* _Records_
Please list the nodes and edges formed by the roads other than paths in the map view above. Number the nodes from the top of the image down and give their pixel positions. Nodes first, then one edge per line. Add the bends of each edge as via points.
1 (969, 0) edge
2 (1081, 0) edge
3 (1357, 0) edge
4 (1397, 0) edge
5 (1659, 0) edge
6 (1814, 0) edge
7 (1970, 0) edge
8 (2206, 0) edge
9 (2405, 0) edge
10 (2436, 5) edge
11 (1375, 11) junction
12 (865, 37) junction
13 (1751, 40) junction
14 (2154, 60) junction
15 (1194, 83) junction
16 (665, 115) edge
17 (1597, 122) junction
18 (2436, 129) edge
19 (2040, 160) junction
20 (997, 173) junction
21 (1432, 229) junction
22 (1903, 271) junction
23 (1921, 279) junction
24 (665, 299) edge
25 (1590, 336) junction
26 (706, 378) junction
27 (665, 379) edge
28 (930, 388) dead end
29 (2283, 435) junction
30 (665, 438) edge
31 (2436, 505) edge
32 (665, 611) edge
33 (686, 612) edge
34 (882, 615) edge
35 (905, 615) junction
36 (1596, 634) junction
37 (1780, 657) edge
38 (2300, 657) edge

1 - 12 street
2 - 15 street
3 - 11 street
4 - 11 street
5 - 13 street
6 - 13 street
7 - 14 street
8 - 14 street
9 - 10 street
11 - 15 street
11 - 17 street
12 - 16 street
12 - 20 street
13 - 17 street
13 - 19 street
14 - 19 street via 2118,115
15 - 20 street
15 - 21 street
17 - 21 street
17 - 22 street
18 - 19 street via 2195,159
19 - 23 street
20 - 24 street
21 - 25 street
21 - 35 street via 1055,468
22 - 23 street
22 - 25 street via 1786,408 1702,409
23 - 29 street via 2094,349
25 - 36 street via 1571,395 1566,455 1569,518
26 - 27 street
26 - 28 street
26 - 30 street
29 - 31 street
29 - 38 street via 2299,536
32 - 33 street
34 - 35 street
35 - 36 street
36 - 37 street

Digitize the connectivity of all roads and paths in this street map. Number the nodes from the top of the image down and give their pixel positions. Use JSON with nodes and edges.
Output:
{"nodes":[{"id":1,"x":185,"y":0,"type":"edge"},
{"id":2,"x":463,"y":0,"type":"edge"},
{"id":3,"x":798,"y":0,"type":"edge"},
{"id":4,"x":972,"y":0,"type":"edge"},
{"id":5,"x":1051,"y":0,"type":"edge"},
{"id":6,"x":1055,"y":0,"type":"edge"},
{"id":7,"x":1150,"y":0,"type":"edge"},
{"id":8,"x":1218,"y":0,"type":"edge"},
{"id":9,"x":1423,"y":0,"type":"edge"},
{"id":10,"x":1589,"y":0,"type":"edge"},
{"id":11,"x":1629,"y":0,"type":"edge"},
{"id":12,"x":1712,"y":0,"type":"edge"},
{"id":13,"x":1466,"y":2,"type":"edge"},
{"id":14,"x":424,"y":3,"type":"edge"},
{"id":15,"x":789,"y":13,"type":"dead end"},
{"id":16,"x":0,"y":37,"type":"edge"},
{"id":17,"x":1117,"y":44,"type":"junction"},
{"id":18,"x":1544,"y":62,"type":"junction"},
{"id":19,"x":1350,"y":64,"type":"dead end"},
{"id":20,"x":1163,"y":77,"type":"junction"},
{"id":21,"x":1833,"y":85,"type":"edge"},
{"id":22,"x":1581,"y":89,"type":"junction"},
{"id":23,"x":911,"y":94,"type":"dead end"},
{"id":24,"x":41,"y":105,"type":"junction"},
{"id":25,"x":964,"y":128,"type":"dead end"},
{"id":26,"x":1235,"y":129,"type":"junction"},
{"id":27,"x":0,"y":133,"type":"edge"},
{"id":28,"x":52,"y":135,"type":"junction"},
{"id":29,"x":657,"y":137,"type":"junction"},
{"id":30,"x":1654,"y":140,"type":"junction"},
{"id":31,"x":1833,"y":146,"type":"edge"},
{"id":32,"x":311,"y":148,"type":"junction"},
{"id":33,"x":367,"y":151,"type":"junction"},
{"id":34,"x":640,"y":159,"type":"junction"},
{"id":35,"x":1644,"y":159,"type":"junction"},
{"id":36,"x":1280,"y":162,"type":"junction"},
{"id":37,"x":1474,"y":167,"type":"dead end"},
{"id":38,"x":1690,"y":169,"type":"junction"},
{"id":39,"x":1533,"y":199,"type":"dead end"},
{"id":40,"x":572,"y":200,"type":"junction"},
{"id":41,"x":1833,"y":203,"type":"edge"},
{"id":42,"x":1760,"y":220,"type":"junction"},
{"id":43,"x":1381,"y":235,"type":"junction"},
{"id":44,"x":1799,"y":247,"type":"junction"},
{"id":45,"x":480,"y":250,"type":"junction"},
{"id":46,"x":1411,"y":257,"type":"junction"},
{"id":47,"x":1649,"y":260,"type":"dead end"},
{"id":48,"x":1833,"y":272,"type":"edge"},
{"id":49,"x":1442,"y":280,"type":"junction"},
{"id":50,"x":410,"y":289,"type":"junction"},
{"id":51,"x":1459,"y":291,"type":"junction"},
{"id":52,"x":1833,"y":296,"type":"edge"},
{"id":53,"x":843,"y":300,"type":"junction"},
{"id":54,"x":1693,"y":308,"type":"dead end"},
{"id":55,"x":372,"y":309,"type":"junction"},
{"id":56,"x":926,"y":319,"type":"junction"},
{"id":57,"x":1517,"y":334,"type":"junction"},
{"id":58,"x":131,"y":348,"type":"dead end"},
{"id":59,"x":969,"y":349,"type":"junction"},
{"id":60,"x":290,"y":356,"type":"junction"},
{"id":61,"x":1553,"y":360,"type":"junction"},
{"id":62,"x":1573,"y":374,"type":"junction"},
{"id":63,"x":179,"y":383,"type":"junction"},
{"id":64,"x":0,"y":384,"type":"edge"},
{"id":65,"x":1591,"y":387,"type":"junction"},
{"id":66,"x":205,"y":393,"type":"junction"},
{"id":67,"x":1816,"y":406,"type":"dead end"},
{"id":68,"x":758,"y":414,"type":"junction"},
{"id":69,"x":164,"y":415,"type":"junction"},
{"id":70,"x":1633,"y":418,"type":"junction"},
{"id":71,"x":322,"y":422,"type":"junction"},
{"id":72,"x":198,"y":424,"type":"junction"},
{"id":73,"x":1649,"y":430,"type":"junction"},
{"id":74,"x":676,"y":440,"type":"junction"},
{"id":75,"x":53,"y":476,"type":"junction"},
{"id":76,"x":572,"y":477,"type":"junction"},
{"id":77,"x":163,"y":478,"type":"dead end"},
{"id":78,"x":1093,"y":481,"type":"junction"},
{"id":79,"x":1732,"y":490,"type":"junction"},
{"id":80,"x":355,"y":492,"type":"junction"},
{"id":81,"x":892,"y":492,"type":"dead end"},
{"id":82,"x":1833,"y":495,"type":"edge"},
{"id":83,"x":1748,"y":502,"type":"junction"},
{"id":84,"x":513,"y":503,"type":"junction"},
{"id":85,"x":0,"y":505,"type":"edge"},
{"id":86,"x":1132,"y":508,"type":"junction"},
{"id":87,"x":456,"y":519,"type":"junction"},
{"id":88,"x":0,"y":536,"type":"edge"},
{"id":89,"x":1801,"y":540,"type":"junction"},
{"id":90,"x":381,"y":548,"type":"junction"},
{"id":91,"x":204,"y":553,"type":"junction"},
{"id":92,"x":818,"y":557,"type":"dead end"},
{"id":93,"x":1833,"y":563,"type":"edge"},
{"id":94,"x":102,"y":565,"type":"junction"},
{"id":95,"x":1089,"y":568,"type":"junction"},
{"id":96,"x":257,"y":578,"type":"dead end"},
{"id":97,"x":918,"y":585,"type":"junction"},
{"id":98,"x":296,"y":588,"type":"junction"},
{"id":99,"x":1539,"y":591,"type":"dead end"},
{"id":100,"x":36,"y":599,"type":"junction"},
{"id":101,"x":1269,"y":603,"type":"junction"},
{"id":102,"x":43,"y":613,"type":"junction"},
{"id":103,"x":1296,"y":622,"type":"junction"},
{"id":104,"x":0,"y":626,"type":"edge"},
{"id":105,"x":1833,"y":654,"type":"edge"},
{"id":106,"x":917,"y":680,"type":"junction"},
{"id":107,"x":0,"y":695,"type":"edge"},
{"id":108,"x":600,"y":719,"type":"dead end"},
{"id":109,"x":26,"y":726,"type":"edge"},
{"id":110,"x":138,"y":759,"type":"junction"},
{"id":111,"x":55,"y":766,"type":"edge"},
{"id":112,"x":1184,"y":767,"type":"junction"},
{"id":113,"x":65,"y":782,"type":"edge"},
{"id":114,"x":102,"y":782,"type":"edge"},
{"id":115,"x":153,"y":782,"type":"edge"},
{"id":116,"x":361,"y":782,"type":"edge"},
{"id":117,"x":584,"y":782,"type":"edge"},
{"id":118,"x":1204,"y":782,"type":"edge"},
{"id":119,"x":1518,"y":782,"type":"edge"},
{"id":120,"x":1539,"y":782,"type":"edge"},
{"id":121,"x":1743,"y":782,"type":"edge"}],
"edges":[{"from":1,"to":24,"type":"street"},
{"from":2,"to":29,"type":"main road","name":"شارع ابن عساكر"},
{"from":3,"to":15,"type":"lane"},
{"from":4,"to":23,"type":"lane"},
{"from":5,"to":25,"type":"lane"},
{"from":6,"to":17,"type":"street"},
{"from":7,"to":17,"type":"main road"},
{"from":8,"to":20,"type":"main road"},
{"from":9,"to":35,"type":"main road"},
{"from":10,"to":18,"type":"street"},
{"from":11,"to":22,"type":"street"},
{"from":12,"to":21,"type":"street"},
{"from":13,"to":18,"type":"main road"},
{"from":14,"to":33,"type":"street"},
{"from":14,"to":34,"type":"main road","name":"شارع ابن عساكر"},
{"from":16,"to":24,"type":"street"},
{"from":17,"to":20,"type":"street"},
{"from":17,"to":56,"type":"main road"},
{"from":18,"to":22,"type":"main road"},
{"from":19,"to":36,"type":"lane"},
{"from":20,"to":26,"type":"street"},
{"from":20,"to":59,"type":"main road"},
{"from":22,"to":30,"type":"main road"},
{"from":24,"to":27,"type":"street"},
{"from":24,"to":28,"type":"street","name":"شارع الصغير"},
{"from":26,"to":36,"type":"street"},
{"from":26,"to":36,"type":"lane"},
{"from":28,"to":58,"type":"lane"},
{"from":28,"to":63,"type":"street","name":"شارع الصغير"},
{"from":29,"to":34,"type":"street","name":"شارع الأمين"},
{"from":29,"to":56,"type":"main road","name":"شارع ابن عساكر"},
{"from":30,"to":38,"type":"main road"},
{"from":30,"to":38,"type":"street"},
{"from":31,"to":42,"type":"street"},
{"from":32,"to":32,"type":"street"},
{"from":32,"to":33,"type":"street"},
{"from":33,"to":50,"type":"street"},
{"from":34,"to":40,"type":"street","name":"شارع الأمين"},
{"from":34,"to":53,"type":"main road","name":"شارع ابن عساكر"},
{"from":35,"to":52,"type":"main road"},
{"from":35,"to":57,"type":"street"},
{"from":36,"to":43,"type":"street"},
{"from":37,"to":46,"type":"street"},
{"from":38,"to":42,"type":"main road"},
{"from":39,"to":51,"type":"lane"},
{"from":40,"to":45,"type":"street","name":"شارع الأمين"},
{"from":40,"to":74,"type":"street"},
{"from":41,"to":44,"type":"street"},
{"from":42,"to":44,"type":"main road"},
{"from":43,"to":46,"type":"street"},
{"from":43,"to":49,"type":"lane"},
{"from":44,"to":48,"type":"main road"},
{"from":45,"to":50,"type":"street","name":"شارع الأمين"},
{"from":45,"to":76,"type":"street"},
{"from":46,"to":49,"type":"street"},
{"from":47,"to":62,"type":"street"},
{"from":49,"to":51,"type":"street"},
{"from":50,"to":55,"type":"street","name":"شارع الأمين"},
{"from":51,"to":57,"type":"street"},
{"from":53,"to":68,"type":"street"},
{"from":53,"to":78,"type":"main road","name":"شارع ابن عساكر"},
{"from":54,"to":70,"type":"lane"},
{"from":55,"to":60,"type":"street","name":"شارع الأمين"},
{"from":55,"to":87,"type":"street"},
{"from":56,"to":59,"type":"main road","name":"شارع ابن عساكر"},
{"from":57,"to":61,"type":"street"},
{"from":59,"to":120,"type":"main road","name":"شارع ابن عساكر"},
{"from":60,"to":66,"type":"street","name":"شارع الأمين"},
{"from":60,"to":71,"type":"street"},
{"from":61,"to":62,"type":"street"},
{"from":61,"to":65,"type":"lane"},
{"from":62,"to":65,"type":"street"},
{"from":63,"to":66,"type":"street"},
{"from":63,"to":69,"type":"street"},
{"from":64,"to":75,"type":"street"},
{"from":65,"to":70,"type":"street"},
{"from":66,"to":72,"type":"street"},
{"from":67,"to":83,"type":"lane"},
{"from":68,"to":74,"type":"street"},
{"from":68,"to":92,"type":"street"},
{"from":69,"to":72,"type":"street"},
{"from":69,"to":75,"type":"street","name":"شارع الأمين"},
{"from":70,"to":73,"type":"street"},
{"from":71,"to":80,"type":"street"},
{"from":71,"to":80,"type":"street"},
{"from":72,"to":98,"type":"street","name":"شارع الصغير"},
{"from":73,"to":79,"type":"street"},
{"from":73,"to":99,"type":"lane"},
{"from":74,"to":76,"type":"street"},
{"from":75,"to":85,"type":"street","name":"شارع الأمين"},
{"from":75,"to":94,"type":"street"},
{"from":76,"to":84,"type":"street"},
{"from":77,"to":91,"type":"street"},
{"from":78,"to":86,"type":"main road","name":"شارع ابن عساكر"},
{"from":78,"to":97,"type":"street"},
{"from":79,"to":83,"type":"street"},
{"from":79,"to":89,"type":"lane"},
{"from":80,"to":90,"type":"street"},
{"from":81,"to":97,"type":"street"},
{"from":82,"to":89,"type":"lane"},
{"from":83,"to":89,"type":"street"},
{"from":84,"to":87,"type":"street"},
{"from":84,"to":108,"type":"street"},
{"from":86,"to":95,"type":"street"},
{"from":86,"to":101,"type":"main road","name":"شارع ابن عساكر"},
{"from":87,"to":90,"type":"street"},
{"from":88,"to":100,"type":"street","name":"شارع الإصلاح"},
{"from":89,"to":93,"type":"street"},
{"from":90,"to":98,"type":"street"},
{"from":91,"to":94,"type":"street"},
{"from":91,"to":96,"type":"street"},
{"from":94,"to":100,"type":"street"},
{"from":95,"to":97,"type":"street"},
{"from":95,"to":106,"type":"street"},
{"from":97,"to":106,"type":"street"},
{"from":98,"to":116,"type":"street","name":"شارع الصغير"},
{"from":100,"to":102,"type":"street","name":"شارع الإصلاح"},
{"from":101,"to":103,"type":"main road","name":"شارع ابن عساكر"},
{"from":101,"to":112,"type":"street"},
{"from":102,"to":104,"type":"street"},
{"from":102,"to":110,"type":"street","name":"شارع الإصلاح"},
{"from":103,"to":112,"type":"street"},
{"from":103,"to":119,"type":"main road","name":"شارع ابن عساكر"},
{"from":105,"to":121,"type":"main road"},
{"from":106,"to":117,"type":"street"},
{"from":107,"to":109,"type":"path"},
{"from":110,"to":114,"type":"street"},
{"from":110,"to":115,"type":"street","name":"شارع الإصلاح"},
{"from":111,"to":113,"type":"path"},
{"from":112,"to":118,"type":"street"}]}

* _What to do_
Write only the number of lines in the data where the string "الإصلاح" can be found.

* _Exercise output_
4